Part 13

92 5 0
                                    

Happy Reading

*
*

Seharian ini perempuan itu di monopoli Oma Chandra. Seraphina bahkan harus memohon supaya diperbolehkan pulang. Dirinya baru bisa meninggalkan kediaman Chandra ketika jam sudah menunjukkan pukul 19.00 malam.

Saat ini keduanya tengah diperjalanan pulang. Chandra kembali mengantarnya dengan mobil. Perempuan itu juga membawa serta makanan—disimpan di bagasi mobil—dari rumah Chandra.

"Capek banget, ya?"

Chandra memilih membuka suara. Ekor matanya melihat Seraphina mengusap tengkuk. Perempuan itu pasti pegal harus meladeni curhatan Sang Oma. Jika bukan karena dirinya dan Sang Opa yang membantu Seraphina. Pastilah gadis itu resmi menginap di rumahnya.

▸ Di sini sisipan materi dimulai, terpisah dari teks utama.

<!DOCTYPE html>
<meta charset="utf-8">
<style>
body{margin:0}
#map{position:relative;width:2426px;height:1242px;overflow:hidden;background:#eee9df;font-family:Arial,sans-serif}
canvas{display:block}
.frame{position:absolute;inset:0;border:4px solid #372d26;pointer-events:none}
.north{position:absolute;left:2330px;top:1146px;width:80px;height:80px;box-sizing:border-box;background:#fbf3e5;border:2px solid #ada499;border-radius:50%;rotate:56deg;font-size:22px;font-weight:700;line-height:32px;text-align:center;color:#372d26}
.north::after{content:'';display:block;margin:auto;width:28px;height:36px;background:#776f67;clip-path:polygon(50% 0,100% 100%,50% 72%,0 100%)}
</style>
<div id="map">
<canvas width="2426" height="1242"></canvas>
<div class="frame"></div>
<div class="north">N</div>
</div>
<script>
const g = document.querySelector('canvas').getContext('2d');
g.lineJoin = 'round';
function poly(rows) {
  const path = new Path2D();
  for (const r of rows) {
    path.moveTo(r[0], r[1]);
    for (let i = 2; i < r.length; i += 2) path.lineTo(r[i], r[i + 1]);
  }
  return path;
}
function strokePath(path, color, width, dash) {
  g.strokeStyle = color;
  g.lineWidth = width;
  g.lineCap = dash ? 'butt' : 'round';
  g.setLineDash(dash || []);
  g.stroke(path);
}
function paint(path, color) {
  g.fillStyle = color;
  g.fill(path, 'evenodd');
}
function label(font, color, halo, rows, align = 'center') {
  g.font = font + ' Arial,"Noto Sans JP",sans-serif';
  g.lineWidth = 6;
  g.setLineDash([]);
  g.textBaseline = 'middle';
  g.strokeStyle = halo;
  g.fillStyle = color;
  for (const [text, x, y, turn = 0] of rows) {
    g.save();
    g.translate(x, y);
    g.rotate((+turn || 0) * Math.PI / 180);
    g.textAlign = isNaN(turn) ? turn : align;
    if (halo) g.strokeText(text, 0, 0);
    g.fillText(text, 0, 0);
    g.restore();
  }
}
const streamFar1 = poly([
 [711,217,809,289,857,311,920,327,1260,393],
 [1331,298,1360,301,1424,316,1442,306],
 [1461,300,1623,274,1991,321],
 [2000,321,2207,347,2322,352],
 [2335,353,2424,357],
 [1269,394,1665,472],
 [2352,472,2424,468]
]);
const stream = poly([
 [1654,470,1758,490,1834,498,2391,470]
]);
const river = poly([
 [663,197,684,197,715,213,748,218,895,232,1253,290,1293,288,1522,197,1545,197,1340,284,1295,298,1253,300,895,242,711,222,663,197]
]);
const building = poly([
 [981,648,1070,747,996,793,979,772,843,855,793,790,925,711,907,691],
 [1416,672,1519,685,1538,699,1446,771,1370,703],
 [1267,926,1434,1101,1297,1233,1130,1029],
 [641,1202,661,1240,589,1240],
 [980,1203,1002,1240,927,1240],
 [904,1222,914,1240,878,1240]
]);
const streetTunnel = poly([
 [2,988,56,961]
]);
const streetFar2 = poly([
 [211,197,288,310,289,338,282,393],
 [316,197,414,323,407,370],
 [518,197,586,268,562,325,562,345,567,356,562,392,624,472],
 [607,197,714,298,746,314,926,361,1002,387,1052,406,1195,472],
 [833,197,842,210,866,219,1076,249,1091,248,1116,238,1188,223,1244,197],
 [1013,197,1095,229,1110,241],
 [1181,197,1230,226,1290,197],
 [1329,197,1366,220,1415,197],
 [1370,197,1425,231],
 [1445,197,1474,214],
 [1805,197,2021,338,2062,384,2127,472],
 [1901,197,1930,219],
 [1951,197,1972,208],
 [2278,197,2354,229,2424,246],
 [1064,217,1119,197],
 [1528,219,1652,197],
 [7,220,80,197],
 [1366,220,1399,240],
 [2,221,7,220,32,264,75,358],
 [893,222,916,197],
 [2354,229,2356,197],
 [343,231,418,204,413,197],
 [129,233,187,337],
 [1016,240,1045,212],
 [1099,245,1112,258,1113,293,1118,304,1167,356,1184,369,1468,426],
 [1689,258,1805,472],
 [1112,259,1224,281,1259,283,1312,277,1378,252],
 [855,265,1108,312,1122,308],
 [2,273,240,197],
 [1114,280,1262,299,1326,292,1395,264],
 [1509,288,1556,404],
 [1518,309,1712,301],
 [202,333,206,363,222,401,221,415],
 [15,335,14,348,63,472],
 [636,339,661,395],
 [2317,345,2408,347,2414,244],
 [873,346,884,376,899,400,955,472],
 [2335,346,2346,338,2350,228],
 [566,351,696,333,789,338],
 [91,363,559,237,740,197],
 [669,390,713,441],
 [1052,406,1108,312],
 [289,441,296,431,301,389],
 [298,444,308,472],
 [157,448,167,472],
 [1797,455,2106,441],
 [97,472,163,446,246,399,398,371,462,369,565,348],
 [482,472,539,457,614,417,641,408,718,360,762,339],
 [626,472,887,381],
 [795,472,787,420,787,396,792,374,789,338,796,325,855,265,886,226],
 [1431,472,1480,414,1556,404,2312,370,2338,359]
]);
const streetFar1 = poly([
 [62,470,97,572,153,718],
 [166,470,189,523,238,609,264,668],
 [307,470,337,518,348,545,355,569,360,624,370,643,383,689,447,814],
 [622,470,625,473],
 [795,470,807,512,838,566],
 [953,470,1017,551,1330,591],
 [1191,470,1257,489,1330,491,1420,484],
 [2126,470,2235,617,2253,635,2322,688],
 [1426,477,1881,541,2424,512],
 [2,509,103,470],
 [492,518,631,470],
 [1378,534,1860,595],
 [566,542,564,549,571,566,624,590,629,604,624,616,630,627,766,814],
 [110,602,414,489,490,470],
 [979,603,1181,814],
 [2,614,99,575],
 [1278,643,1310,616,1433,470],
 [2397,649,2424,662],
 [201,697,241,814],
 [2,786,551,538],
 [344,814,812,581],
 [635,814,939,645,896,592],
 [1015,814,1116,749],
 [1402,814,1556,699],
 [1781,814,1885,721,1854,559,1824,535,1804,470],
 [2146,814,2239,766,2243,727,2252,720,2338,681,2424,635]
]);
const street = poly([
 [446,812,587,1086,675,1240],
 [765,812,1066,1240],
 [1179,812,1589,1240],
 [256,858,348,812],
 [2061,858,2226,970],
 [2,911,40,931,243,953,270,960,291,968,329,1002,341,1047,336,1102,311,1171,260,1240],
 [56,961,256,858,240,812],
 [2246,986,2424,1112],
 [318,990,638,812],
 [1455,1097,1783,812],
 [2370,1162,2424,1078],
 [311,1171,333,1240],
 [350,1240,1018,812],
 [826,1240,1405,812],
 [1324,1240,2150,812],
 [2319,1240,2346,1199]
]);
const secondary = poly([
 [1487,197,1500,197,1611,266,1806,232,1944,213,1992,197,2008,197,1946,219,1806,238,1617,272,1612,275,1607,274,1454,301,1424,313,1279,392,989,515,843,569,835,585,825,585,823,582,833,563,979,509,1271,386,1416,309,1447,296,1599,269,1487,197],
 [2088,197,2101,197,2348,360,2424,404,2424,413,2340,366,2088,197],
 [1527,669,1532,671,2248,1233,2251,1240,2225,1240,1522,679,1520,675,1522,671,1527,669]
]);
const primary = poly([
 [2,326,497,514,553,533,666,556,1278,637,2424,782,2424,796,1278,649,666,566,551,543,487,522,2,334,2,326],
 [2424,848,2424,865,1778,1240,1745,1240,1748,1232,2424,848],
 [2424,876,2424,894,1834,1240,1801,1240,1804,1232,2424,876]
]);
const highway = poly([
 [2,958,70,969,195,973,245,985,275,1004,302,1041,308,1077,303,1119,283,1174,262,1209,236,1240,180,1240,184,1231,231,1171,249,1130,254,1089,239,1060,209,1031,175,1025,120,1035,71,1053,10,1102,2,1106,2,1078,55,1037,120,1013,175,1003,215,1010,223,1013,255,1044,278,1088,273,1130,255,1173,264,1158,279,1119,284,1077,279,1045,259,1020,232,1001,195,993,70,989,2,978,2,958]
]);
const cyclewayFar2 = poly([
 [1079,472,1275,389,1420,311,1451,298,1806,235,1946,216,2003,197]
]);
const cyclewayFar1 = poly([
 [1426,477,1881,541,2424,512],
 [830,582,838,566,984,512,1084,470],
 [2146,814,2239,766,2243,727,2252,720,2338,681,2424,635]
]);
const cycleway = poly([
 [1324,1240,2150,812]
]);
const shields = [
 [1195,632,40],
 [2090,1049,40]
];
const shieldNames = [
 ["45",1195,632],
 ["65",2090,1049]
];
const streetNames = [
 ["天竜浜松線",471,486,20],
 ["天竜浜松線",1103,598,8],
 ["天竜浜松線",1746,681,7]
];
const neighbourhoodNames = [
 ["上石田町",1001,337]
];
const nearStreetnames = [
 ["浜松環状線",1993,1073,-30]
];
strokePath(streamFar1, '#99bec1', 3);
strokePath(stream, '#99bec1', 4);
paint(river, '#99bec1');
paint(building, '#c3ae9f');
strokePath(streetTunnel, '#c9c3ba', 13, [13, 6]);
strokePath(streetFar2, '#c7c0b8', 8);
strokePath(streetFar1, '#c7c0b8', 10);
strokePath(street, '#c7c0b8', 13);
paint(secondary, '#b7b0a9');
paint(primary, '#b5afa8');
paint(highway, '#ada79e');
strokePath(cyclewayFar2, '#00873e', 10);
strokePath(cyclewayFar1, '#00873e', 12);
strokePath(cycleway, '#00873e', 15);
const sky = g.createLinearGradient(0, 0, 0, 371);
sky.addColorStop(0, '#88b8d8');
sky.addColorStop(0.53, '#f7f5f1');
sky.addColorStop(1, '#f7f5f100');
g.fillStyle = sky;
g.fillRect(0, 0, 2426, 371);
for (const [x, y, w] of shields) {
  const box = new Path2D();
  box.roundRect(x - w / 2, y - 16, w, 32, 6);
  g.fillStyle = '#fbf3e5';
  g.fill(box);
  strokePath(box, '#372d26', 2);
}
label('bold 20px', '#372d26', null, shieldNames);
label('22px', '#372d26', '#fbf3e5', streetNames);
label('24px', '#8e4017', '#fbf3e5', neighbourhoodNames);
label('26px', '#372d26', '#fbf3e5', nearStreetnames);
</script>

"Enggak juga, kok." Seraphina beralibi.

"Oma memang gitu. Sekalinya suka sama orang, ya, suka banget. Begitu juga sebaliknya."

"Jadi?" tanya Seraphina tidak mengerti arah pembicaraan Chandra.

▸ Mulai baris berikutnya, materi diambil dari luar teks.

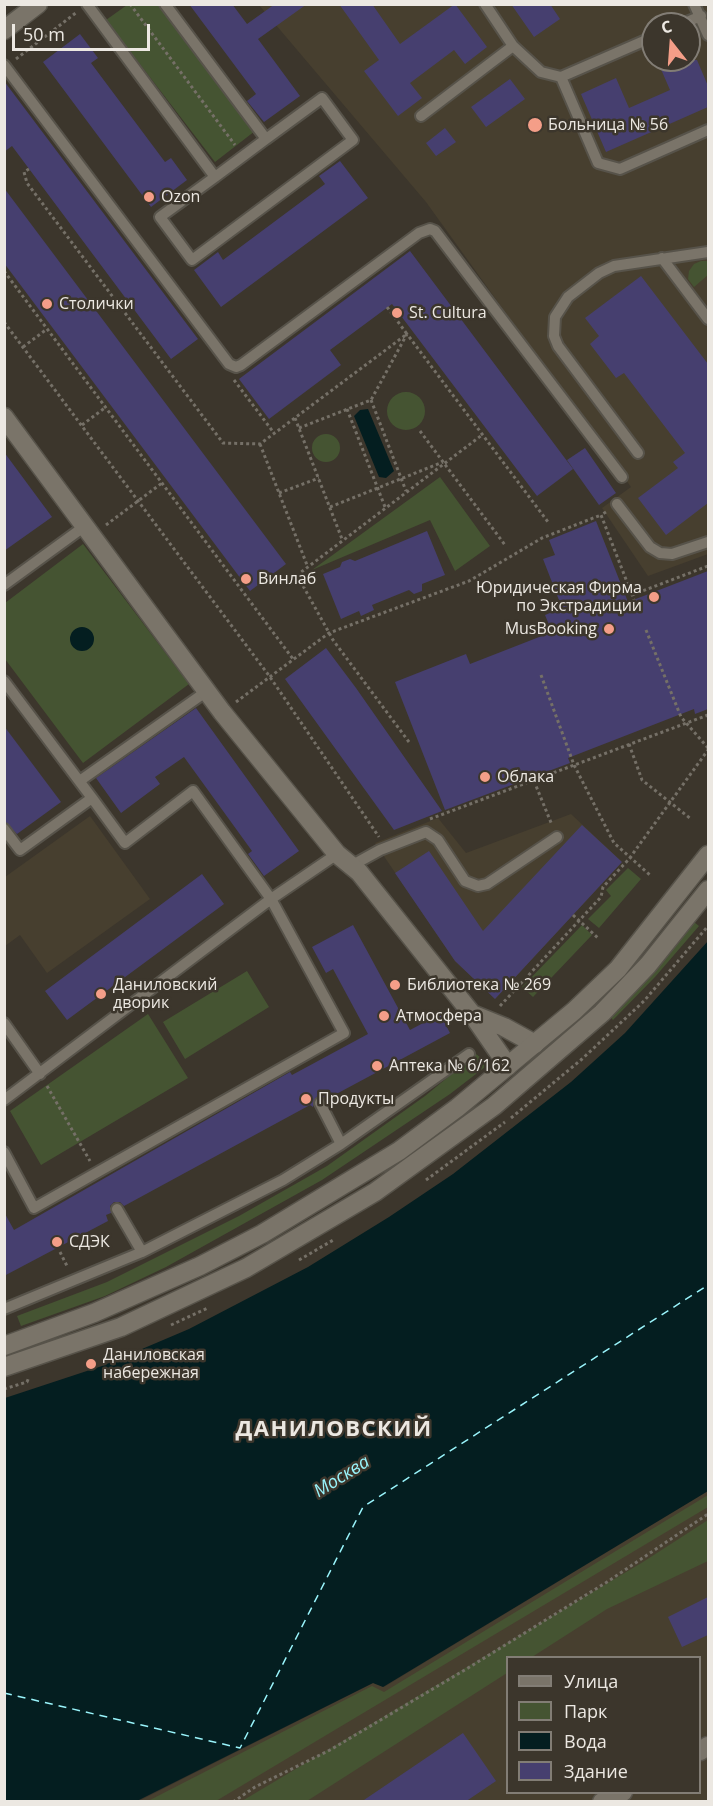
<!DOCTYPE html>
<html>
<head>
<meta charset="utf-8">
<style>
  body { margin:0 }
  #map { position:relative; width:713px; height:1806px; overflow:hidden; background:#3c362c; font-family:"Open Sans",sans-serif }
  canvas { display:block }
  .frame { position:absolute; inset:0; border:6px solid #ece8e2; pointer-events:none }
  .legend { position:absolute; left:506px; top:1656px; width:195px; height:138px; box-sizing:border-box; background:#3c362c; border:2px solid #827d75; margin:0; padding:8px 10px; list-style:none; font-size:18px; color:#ece8e2 }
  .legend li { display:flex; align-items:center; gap:12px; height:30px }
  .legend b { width:30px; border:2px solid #827d75 }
  .north { position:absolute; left:641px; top:12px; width:60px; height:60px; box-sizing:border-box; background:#3c362c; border:2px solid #827d75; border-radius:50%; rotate:343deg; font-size:16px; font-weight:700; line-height:24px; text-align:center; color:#ece8e2 }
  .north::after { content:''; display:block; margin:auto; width:21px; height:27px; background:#f49e88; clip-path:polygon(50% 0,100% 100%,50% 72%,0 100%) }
  .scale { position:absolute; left:12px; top:24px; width:138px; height:27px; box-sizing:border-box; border:3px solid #ece8e2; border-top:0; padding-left:8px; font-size:18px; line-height:21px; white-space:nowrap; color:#ece8e2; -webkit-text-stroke:4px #3c362c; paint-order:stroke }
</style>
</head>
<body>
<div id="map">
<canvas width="713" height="1806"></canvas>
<div class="frame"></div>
<ul class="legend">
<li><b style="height:8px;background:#7a7469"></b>Улица</li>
<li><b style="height:16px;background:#455432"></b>Парк</li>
<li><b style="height:16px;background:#041e20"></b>Вода</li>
<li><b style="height:16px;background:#463f6f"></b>Здание</li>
</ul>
<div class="north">С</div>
<div class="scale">50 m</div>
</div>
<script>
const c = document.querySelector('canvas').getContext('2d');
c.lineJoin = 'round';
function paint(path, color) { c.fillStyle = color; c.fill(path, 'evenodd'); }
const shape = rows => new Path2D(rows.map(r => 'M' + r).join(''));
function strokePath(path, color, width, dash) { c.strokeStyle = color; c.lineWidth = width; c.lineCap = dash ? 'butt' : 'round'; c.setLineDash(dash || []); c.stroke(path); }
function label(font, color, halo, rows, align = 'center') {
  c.font = font + ' "Open Sans",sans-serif'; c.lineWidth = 5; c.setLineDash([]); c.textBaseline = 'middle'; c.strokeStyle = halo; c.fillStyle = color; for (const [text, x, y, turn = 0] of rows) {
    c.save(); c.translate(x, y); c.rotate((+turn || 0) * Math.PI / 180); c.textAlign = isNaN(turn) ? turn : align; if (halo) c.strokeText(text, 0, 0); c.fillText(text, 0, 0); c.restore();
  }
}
paint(shape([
  [259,5,708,5,708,554,648,576,602,508,631,487,426,202],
  [653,24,689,24,689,60,653,60],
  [571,814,622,862,495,999,455,961,375,843,438,818,466,853],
  [90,816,150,899,47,973,20,935,5,946,5,877],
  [708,1491,708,1801,137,1802,373,1683,384,1687],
  [508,1658,700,1658,700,1792,508,1792]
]), '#473f2f');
paint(shape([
  [127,5,159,5,255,131,215,162,106,20],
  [701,261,708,261,708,275,694,287,688,279,689,271,694,264],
  '387 411a19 19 0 1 1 38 0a19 19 0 1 1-38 0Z',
  '312 448a14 14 0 1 1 28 0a14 14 0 1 1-28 0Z',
  [440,477,490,546,455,571,430,520,312,570],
  [83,544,189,684,83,763,5,659,5,603],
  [628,868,641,879,599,928,588,919,611,896,606,890],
  [694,922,699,926,655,977,613,1020,608,1014],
  [582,925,592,935,533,997,522,987],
  [247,971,269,1007,185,1059,163,1022],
  [148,1014,188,1078,41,1165,10,1111],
  [476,1054,489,1064,450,1094,322,1180,166,1267,105,1296,21,1326,17,1316,107,1282,239,1216,327,1166,425,1096],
  [708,1495,708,1507,216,1801,148,1801,372,1686,384,1692],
  [708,1520,708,1561,607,1609,532,1657,508,1658,507,1673,307,1801,242,1801,643,1562]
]), '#455432');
paint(shape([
  [368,409,394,471,386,478,379,477,354,416,360,410],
  '70 639a12 12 0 1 1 24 0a12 12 0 1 1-24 0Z',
  [708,941,708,1491,383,1687,373,1683,137,1801,5,1801,5,1398,102,1366,189,1329,308,1267,389,1217,453,1174,571,1082,625,1033]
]), '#041e20');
strokePath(shape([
  [4,1693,240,1748,363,1507,708,1285]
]), '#99f4fb', 1.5, [8, 6]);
paint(shape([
  [189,4,232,4,247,24,275,4,307,4,258,39,300,96,264,122,247,101,256,94],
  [339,4,372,4,400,44,455,4,487,47,465,64,454,50,410,83,422,98,398,116,364,71,379,60],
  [511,4,550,4,560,19,534,37],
  [80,34,98,58,91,63,165,162,171,158,187,180,151,207,43,62],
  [657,60,697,60,708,86,708,107,606,152,581,94,616,78,629,108,670,90],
  [510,79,525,99,486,127,471,107],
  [4,81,198,339,171,359,12,146,4,152],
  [445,128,456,142,436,156,426,143],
  [340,161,368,198,221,307,194,270,218,252,223,260,325,184,319,176],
  [4,188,286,564,250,591,4,263],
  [410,251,573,469,537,496,392,304,330,350,341,365,269,419,239,379],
  [641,276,708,364,708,503,666,535,638,498,678,468,673,462,685,453,624,373,616,378,590,344,599,336,585,318],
  [585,448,616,493,599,505,567,460],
  [4,452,52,517,4,551],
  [596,521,628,602,708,571,708,709,695,714,694,709,568,758,570,763,445,810,395,682,466,654,470,664,552,632,545,615,562,608,543,559,555,555,549,540],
  [427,531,445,575,422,584,422,591,414,594,409,590,372,605,374,610,361,616,359,611,341,619,323,574,340,567,342,562,350,559,355,561],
  [326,648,356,688,442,811,394,830,285,679],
  [196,708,299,851,264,876,248,854,252,851,184,757,155,777,160,784,121,813,96,778],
  [4,726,61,802,17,834,4,822],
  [582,825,622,862,495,999,455,961,395,873,429,851,483,931],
  [202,874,224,904,67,1020,45,991],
  [353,925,410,1030,440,1014,450,1033,327,1099,321,1096,316,1097,313,1107,310,1105,124,1206,120,1202,114,1202,110,1206,111,1213,106,1215,108,1221,4,1276,4,1212,14,1230,290,1072,292,1075,368,1034,333,969,326,973,312,947],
  [708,1597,708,1635,682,1647,668,1617],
  [463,1733,496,1781,465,1802,361,1802]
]), '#463f6f');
const lane = shape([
  [87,4,215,177,160,217,192,260,353,140,322,98,266,139,165,4],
  [485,4,513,46,541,72,561,77],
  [694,4,708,35],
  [682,24,701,16],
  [653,37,561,77,598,163,620,169,708,130],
  [4,65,229,364,236,367,241,365,419,233,430,229,435,231,622,477],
  [421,116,513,46],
  [215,177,266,139],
  [662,258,708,319],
  [638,453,558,346,554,336,555,317,568,297,599,273,614,266,708,252],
  [617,504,650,547,660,553,672,554,708,542],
  [4,585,85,526],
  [4,681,92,798],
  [81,780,207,691],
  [4,829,20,850,92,798,125,843,193,791,271,899,344,1033,34,1208,4,1152],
  [351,866,380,850,426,832,438,840,465,881,478,886,487,884,557,837],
  [4,1023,40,1074],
  [4,1100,271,899,337,854],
  [320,1103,341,1144],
  [142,1252,283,1180,341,1144,469,1054],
  [4,1309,142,1252,117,1209]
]);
const street = shape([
  [4,30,38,4],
  [4,417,222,712,337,854,359,872,472,1014,508,1066],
  [472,1014,504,1027,535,1044],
  [700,1751,708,1746],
  [602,1802,623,1792]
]);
const secondary = shape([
  [4,1346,94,1313,200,1266,262,1234,399,1151,457,1108,574,1011,618,969,708,855],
  [4,1367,121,1327,246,1268,375,1192,494,1106,602,1013,648,965,708,890]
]);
strokePath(lane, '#57534a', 14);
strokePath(street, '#57534a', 21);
strokePath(secondary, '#57534a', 21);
strokePath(shape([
  [130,4,235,145],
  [16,59,77,12],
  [29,169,24,172,27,183,223,443,260,444,407,334,387,307],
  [4,271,293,659],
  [4,322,270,677,379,837],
  [23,347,47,329],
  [234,380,274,433],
  [371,400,406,491],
  [347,409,385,507],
  [295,418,342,539],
  [82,425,106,407],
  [299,428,371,400,407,334,548,522],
  [420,431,505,545],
  [260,444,307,565],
  [279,493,319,478],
  [330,507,443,462],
  [606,512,601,515,634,600],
  [106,525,162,483],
  [632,595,708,566],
  [646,630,681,717,708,748],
  [541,675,574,765,614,843,650,875],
  [236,702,329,633,469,581,542,538,601,515],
  [409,742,333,640,302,584,300,573,482,435],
  [629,744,642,780,691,819],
  [534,781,552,825],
  [430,819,708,715],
  [573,915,598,938],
  [500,1006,601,897,603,887,629,859,708,750],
  [47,1086,90,1161],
  [511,1118,582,1059,644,1001,708,926],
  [426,1180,505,1122],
  [60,1252,68,1268],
  [299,1260,335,1239],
  [171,1325,208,1308],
  [4,1389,27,1382,29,1377],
  [233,1802,255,1787,330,1750,468,1668,607,1582,708,1514]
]), '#757067', 3, [3, 3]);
strokePath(lane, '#7a7469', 10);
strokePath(street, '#7a7469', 18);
strokePath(secondary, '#7a7469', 18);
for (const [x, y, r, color] of [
  [535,125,8,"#f49e88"],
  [149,197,6,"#f49e88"],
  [47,304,6,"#f49e88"],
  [397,313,6,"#f49e88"],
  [246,579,6,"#f49e88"],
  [654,597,6,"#f49e88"],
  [609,629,6,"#f49e88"],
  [485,777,6,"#f49e88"],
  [395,985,6,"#f49e88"],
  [101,994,6,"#f49e88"],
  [384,1016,6,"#f49e88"],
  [377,1066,6,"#f49e88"],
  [306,1099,6,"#f49e88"],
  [57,1242,6,"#f49e88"],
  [91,1364,6,"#f49e88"]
]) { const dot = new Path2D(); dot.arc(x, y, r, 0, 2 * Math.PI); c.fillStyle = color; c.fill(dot); strokePath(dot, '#3c362c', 2); }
label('16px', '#ece8e2', '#3c362c', [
  ["Больница № 56",548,125],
  ["Ozon",161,197],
  ["Столички",59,304],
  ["St. Cultura",409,313],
  ["Винлаб",258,579],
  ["Юридическая Фирма",642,588,"right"],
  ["по Экстрадиции",642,606,"right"],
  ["MusBooking",597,629,"right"],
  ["Облака",497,777],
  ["Даниловский",113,985],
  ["дворик",113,1003],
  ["Библиотека № 269",407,985],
  ["Атмосфера",396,1016],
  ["Аптека № 6/162",389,1066],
  ["Продукты",318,1099],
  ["СДЭК",69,1242],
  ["Даниловская",103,1355],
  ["набережная",103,1373]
], 'left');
label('italic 18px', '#99f4fb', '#3c362c', [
  ["Москва",342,1477,-32]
]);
c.letterSpacing = '1.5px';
label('bold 22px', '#ece8e2', '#3c362c', [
  ["ДАНИЛОВСКИЙ",334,1430]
]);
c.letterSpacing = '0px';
</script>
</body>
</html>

"Siap-siap aja lo bakal sering ke rumah. Sampai dipaksa nginap." Lelaki itu terkekeh.

Seraphina mengulum senyum. Perasaannya tidak bisa menolak ketika dirinya semakin berharap untuk mendapat perhatian Chandra, terlebih Oma lelaki itu menyukainya.

"Udah mau sampai," ucap Chandra menyadarkan Seraphina.

Gadis itu lebih dulu turun ketika mobil Chandra menepi di pinggir jalan depan lorong. Chandra juga ikut turun, menghampiri Seraphina setelah membuka bagasi. Gadis itu menerima beberapa kotak makan dengan senyum tulus terpatri di wajah kusamnya.

"Terima kasih," ucap Seraphina membuat Chandra mengangguk. "Lo hati-hati bawa mobilnya," sambungnya kali ini Chandra mengernyit.

"Lo, gue antar sampai depan rumah."

"Eh, enggak usah. Udah dekat, itu." Tunjuk Seraphina.

"Gue maksa," tukas Chandra.

Seraphina menatap genggaman tangan mereka. Lelaki itu berjalan lebih dulu diikuti Seraphina. Jantung gadis itu kembali berdetak ketika merasakan tangan kasarnya di genggam hangat oleh tangan sehalus sutera milik Chandra.

"Sana, masuk," titah Chandra.

"Iya. Lo hati-hati. Ingat jang—"

"Jangan ngebut." Chandra memotong kalimat Seraphina.

"Eh?"

"Gue udah hapal di luar kepala. Kali ini gue enggak bakal ngebut. Demi calon pacar."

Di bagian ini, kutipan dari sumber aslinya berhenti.